* WHAT TO DO
Repeat every record exactly as written.

* DATA EXTRACT
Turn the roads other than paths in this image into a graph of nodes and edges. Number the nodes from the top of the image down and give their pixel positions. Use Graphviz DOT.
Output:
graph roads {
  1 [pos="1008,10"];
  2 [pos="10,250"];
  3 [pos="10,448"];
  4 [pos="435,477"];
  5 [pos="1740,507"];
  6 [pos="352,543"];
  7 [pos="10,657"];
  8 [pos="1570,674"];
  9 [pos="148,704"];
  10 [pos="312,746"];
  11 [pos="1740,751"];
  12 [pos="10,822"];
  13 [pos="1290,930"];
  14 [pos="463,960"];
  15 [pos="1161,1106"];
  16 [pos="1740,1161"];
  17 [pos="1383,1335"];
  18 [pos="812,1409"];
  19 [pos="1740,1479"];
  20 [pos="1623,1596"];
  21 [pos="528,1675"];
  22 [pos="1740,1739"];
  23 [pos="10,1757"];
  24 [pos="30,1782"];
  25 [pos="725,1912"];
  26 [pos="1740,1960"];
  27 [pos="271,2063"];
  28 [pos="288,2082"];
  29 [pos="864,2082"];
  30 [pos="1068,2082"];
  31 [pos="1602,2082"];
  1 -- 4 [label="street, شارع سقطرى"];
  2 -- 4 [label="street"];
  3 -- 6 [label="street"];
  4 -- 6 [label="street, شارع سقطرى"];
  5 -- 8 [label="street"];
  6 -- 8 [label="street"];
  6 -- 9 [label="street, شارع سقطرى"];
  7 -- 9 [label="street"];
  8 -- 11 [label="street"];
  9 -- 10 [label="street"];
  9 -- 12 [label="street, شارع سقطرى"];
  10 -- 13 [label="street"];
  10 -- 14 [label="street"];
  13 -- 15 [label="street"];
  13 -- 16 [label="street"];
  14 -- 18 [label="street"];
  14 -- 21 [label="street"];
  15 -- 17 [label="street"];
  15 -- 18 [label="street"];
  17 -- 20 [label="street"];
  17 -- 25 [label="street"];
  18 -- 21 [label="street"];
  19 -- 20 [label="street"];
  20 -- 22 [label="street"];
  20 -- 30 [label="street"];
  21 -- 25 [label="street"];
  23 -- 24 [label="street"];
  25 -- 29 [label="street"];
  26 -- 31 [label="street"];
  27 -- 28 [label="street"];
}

* SOLUTION TO THE EXERCISE
Turn the roads other than paths in this image into a graph of nodes and edges. Number the nodes from the top of the image down and give their pixel positions. Use Graphviz DOT.
Output:
graph roads {
  1 [pos="1008,10"];
  2 [pos="10,250"];
  3 [pos="10,448"];
  4 [pos="435,477"];
  5 [pos="1740,507"];
  6 [pos="352,543"];
  7 [pos="10,657"];
  8 [pos="1570,674"];
  9 [pos="148,704"];
  10 [pos="312,746"];
  11 [pos="1740,751"];
  12 [pos="10,822"];
  13 [pos="1290,930"];
  14 [pos="463,960"];
  15 [pos="1161,1106"];
  16 [pos="1740,1161"];
  17 [pos="1383,1335"];
  18 [pos="812,1409"];
  19 [pos="1740,1479"];
  20 [pos="1623,1596"];
  21 [pos="528,1675"];
  22 [pos="1740,1739"];
  23 [pos="10,1757"];
  24 [pos="30,1782"];
  25 [pos="725,1912"];
  26 [pos="1740,1960"];
  27 [pos="271,2063"];
  28 [pos="288,2082"];
  29 [pos="864,2082"];
  30 [pos="1068,2082"];
  31 [pos="1602,2082"];
  1 -- 4 [label="street, شارع سقطرى"];
  2 -- 4 [label="street"];
  3 -- 6 [label="street"];
  4 -- 6 [label="street, شارع سقطرى"];
  5 -- 8 [label="street"];
  6 -- 8 [label="street"];
  6 -- 9 [label="street, شارع سقطرى"];
  7 -- 9 [label="street"];
  8 -- 11 [label="street"];
  9 -- 10 [label="street"];
  9 -- 12 [label="street, شارع سقطرى"];
  10 -- 13 [label="street"];
  10 -- 14 [label="street"];
  13 -- 15 [label="street"];
  13 -- 16 [label="street"];
  14 -- 18 [label="street"];
  14 -- 21 [label="street"];
  15 -- 17 [label="street"];
  15 -- 18 [label="street"];
  17 -- 20 [label="street"];
  17 -- 25 [label="street"];
  18 -- 21 [label="street"];
  19 -- 20 [label="street"];
  20 -- 22 [label="street"];
  20 -- 30 [label="street"];
  21 -- 25 [label="street"];
  23 -- 24 [label="street"];
  25 -- 29 [label="street"];
  26 -- 31 [label="street"];
  27 -- 28 [label="street"];
}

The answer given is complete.